Great fun and an interesting exploration of what it might be like to be a werewolf5
I read this book as a natural follow on from the Anita Blake: Vampire Hunter series (Amazon told me that people who buy the Anita Blake books also buy this book). Although there are some similarities in themes - Vampires and Werewolves - these books are actually quite different in terms of style.

Kitty is a radio DJ with the midnight till 3am slot and she finds herself running a talk show about vampires, werewolves and other not-quite-human beings. Many of her callers are part of these groupings, and Kitty knows all about it as she herself is a Werewolf. We hear a lot about her pack with its leader (Alpha male) Carl and the Alpha female Meg, as well as T J, Kitty's closest friend in the pack.

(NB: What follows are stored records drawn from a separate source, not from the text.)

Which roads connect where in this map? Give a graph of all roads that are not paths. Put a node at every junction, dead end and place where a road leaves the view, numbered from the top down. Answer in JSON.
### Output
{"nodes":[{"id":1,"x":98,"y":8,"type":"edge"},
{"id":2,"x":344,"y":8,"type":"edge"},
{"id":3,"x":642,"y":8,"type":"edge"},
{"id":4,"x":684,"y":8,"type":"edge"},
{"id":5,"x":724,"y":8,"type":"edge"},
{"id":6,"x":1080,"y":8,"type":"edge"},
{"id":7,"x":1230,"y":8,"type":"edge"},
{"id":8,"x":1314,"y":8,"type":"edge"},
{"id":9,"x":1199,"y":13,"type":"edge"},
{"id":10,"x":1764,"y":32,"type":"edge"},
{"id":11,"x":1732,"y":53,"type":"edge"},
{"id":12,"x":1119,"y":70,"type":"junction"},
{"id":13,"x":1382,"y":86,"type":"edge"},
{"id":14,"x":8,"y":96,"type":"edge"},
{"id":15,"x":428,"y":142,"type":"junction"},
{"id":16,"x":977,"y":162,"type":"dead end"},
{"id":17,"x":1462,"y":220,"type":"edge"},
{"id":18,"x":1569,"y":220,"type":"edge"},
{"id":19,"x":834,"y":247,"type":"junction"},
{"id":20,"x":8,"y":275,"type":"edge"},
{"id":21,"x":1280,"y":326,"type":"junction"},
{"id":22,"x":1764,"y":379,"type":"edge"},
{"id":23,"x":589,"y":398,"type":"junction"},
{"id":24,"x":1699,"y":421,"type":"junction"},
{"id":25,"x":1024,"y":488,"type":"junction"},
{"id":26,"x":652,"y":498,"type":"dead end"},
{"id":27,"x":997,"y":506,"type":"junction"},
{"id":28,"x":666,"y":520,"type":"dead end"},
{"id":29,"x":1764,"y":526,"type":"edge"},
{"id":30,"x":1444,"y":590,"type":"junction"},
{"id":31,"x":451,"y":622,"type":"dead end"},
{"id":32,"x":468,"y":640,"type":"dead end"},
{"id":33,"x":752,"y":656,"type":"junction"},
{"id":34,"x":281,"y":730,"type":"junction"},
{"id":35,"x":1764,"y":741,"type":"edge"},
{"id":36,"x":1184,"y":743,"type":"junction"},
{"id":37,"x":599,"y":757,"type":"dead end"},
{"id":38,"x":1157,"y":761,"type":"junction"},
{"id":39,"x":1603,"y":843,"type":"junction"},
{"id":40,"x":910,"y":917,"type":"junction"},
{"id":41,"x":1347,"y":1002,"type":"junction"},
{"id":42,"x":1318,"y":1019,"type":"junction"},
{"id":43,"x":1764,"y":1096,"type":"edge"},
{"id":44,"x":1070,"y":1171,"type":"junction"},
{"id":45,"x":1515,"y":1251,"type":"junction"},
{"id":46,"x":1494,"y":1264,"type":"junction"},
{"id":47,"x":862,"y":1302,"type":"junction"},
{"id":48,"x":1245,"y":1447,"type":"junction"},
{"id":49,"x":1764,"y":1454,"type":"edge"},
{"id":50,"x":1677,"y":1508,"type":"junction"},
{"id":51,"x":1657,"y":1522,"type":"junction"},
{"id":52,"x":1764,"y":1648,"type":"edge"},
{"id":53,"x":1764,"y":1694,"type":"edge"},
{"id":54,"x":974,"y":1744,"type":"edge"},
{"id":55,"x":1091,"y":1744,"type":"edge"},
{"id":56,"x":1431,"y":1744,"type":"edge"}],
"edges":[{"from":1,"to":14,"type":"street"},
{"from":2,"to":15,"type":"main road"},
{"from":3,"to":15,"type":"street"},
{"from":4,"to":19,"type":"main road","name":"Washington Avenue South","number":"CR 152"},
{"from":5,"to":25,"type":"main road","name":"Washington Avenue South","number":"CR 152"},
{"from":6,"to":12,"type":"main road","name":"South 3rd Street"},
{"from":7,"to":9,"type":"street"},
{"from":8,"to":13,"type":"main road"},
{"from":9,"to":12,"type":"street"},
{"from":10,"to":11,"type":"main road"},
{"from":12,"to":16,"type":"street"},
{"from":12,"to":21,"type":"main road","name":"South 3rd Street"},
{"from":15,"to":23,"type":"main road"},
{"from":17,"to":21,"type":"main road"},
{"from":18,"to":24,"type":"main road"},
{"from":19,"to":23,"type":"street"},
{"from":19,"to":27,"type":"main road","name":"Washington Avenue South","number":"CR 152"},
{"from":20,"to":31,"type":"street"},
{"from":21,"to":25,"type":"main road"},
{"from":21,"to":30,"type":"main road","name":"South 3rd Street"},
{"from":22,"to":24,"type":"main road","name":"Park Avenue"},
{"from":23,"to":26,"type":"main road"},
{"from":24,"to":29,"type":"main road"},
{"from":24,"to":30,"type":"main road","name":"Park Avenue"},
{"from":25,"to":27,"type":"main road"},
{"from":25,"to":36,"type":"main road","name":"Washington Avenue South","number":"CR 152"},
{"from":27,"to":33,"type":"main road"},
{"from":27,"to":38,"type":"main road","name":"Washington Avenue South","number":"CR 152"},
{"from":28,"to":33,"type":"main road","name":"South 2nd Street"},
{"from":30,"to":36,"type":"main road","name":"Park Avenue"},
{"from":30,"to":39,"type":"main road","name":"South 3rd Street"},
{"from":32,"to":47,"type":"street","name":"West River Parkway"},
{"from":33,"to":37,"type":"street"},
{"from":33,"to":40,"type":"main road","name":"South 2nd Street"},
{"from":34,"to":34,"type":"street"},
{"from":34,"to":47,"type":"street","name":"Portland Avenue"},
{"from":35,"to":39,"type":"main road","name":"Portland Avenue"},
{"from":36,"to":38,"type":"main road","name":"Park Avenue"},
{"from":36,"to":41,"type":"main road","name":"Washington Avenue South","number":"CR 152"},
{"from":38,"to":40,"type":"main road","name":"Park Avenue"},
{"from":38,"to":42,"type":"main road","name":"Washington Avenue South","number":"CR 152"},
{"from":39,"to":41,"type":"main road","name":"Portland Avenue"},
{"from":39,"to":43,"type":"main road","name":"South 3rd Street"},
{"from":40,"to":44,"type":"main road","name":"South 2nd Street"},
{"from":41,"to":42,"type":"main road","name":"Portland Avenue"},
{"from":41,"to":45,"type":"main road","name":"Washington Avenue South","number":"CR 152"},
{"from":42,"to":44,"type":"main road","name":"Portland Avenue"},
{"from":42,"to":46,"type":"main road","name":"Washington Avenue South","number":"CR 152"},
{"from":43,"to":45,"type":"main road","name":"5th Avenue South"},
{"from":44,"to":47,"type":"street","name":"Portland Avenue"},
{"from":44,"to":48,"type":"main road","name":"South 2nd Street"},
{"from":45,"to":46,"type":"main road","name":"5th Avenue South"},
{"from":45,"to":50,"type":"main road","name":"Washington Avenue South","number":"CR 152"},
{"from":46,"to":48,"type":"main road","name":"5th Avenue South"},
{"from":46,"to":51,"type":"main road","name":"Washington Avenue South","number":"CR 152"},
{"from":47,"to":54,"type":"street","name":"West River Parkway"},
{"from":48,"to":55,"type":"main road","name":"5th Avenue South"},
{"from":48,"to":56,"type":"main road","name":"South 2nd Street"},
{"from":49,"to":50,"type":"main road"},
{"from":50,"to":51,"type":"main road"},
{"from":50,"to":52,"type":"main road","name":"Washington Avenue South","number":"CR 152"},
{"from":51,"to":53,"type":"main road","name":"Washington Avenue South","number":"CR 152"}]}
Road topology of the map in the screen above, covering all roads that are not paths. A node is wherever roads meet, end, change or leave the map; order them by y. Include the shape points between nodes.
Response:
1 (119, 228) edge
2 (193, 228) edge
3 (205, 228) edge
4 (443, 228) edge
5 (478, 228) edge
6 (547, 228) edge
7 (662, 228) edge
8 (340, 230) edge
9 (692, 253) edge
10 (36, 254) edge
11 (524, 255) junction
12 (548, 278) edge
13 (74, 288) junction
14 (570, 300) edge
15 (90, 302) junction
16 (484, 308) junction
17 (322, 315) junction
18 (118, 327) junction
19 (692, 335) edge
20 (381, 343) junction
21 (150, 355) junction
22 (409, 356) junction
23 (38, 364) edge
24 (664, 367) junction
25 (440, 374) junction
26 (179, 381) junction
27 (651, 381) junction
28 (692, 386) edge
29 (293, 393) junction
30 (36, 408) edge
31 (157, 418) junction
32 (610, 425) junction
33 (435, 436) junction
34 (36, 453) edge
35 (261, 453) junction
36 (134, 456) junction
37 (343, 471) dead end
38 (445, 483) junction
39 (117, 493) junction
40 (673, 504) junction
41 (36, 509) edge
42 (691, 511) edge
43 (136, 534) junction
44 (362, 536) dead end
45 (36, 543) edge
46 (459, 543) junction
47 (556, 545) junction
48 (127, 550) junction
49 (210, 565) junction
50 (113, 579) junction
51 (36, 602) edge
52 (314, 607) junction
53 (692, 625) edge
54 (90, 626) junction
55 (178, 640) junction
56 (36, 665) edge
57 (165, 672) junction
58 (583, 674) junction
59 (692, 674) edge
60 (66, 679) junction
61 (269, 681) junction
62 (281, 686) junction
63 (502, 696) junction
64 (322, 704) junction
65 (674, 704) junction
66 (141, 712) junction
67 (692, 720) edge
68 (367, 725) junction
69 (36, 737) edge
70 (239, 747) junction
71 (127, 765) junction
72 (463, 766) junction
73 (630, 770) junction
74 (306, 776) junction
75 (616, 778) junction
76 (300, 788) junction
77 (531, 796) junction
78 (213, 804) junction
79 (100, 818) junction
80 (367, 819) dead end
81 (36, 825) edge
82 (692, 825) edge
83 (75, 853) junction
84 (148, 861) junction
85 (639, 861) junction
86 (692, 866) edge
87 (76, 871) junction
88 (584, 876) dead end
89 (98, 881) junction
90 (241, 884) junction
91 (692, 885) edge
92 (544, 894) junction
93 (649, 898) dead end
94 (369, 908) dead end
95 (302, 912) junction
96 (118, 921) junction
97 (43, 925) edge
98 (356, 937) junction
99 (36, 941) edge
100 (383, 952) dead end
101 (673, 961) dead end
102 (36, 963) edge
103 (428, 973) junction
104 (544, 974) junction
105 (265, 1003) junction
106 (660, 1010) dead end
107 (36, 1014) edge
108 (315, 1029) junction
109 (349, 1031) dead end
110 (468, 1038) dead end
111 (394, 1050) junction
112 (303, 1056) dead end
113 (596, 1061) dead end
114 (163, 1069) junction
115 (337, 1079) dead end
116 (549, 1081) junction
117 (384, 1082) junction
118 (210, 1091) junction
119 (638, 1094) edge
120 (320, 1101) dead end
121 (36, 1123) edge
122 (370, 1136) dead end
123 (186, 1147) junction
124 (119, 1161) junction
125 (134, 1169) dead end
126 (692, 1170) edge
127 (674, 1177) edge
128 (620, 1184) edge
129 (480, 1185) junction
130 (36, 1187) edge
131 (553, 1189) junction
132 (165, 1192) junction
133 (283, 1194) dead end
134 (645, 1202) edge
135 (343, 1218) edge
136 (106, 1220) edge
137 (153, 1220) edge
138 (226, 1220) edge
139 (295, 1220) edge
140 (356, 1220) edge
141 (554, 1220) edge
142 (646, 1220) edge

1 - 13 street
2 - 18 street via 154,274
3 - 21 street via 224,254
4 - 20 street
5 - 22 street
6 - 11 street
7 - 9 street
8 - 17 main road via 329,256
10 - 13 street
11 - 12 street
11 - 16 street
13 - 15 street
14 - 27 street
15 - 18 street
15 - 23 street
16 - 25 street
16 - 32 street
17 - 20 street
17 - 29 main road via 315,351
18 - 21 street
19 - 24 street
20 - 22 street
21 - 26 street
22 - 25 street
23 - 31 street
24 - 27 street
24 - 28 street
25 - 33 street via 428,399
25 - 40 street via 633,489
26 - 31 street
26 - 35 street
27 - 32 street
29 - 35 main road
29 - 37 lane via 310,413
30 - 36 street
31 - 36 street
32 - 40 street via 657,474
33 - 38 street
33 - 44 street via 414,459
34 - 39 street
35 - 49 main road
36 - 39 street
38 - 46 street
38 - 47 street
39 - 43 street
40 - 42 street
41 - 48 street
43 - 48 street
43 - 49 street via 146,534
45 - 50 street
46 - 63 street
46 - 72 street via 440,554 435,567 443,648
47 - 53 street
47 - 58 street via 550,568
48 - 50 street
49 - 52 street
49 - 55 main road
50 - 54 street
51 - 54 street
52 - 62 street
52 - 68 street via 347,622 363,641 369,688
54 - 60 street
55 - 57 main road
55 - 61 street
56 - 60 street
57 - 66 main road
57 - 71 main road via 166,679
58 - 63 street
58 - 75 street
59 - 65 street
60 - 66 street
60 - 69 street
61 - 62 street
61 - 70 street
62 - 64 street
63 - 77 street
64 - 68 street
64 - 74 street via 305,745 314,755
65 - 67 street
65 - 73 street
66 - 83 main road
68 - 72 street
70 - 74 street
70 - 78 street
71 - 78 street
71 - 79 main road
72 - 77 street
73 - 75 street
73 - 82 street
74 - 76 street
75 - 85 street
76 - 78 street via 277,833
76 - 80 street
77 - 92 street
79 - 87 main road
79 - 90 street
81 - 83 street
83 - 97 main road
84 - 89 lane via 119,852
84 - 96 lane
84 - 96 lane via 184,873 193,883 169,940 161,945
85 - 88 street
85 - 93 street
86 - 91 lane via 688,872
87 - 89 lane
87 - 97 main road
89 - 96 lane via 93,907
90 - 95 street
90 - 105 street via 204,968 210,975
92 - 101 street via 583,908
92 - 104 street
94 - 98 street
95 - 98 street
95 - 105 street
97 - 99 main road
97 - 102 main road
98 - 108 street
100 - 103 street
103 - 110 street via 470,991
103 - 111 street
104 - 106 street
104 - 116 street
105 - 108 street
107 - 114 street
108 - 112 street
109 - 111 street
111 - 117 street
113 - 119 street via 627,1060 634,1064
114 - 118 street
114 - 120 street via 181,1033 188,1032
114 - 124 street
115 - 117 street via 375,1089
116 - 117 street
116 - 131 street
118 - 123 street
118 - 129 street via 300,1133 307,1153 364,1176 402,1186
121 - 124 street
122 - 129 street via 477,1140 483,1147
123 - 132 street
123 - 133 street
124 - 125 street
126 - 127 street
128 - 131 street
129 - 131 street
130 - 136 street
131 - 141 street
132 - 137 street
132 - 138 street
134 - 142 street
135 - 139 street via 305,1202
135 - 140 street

The radio show is a great success but then Kitty is "outed" as a Werewolf and her life changes. She is the target of a werewolf exterminator, the police want to talk to her about a rogue werewolf that is murdering humans and her family are shocked that she hadn't told them. Plus Kitty finds her pack position as "baby" no longer fits and she starts to exert her authority and try to move up the ranks. Will this ever be possible?

What's great about this book is the way that Carrie Vaughn writes the Wolf pack parts. What would it be like to be part of a pack with all that entails (Alpha males getting to mate with whomever they choose). Kitty is trying to stay alive but her human side is also part of her wolf nature and she can't settle.

I really enjoyed this book - it's more lighthearted than the Anita Blake series although some of the subjects are quite deep and there is blood and gore. It's a fun read, though, which I would recommend. I've ordered the follow-up Kitty Goes To Washington after enjoying this one.

Not bad, but....3
I have to say even although the book did have an alright plot line and the action scenes were good, there was just something that didn't quite make it great.
It's not quite up there with the likes of L. K. Hamilton (early ones), Kelley Armstrong or Kim Harrison, but it wasn't bad.
Not worth a second read IMO, though.

The female lead was strong and beleavable, the plot exciting, the other characters interesting, but it didn't really capture me as others have.

The plot has been mentioned before, so i wont go into it. I'd say it's a good werewolf flick to fill the time waiting for another book to come.